## Task goal
All records below must be reproduced exactly, although any pictures they contain are to be omitted.

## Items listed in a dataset

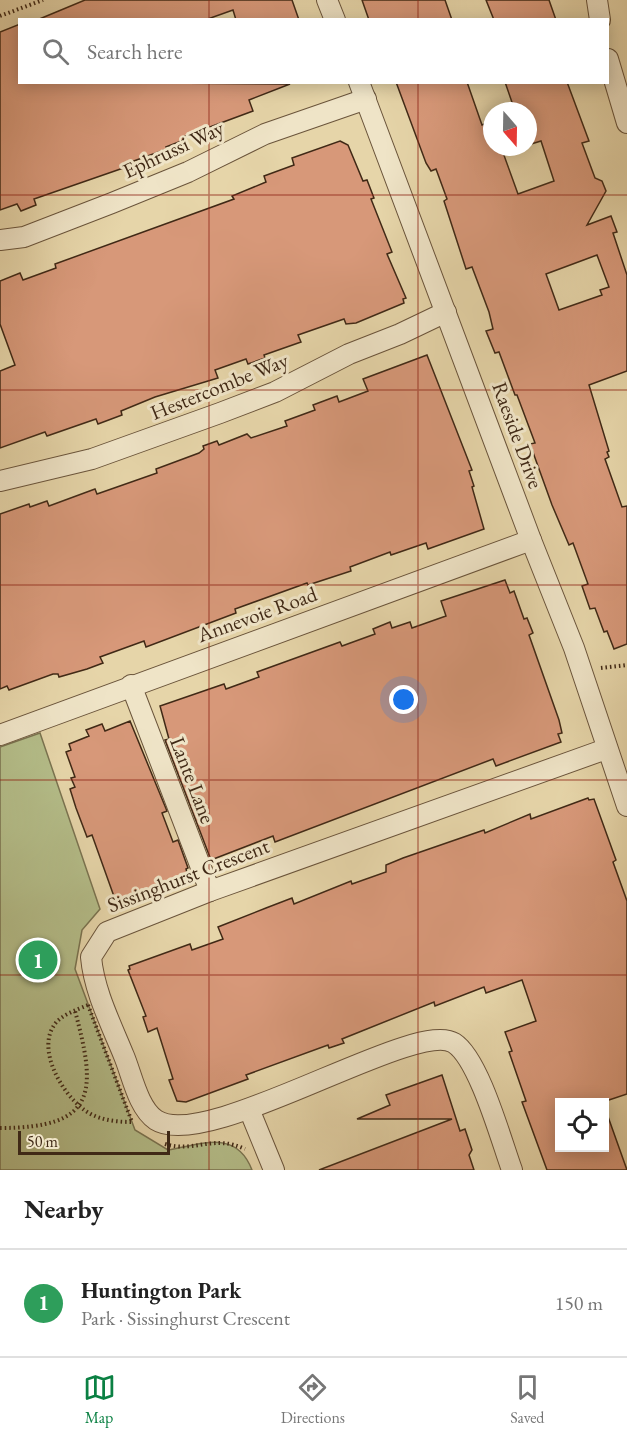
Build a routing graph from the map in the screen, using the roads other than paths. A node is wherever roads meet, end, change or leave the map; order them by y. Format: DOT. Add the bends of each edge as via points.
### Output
graph roads {
  1 [pos="327,0"];
  2 [pos="597,0"];
  3 [pos="333,18"];
  4 [pos="600,18"];
  5 [pos="609,62"];
  6 [pos="363,91"];
  7 [pos="627,123"];
  8 [pos="0,240"];
  9 [pos="447,312"];
  10 [pos="0,481"];
  11 [pos="531,540"];
  12 [pos="131,685"];
  13 [pos="0,735"];
  14 [pos="606,749"];
  15 [pos="627,806"];
  16 [pos="210,891"];
  17 [pos="249,1109"];
  18 [pos="274,1170"];
  19 [pos="512,1170"];
  1 -- 3 [label="street"];
  2 -- 4 [label="street"];
  5 -- 7 [label="street"];
  6 -- 8 [label="street, Ephrussi Way" via="123,199 24,237"];
  6 -- 9 [label="street, Raeside Drive"];
  9 -- 10 [label="street, Hestercombe Way" via="349,354 275,392 220,413 92,459"];
  9 -- 11 [label="street, Raeside Drive"];
  11 -- 12 [label="street, Annevoie Road"];
  11 -- 14 [label="street, Raeside Drive" via="582,672"];
  12 -- 13 [label="street, Annevoie Road"];
  12 -- 16 [label="street, Lante Lane"];
  14 -- 15 [label="street, Raeside Drive"];
  14 -- 16 [label="street, Sissinghurst Crescent"];
  16 -- 17 [label="street, Sissinghurst Crescent" via="107,932 92,957 93,972 142,1103 157,1121 177,1127"];
  17 -- 18 [label="street"];
  17 -- 19 [label="street, Sissinghurst Crescent" via="424,1041 453,1042 475,1069"];
}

## Solution to the problem
Build a routing graph from the map in the screen, using the roads other than paths. A node is wherever roads meet, end, change or leave the map; order them by y. Format: DOT. Add the bends of each edge as via points.
### Output
graph roads {
  1 [pos="327,0"];
  2 [pos="597,0"];
  3 [pos="333,18"];
  4 [pos="600,18"];
  5 [pos="609,62"];
  6 [pos="363,91"];
  7 [pos="627,123"];
  8 [pos="0,240"];
  9 [pos="447,312"];
  10 [pos="0,481"];
  11 [pos="531,540"];
  12 [pos="131,685"];
  13 [pos="0,735"];
  14 [pos="606,749"];
  15 [pos="627,806"];
  16 [pos="210,891"];
  17 [pos="249,1109"];
  18 [pos="274,1170"];
  19 [pos="512,1170"];
  1 -- 3 [label="street"];
  2 -- 4 [label="street"];
  5 -- 7 [label="street"];
  6 -- 8 [label="street, Ephrussi Way" via="123,199 24,237"];
  6 -- 9 [label="street, Raeside Drive"];
  9 -- 10 [label="street, Hestercombe Way" via="349,354 275,392 220,413 92,459"];
  9 -- 11 [label="street, Raeside Drive"];
  11 -- 12 [label="street, Annevoie Road"];
  11 -- 14 [label="street, Raeside Drive" via="582,672"];
  12 -- 13 [label="street, Annevoie Road"];
  12 -- 16 [label="street, Lante Lane"];
  14 -- 15 [label="street, Raeside Drive"];
  14 -- 16 [label="street, Sissinghurst Crescent"];
  16 -- 17 [label="street, Sissinghurst Crescent" via="107,932 92,957 93,972 142,1103 157,1121 177,1127"];
  17 -- 18 [label="street"];
  17 -- 19 [label="street, Sissinghurst Crescent" via="424,1041 453,1042 475,1069"];
}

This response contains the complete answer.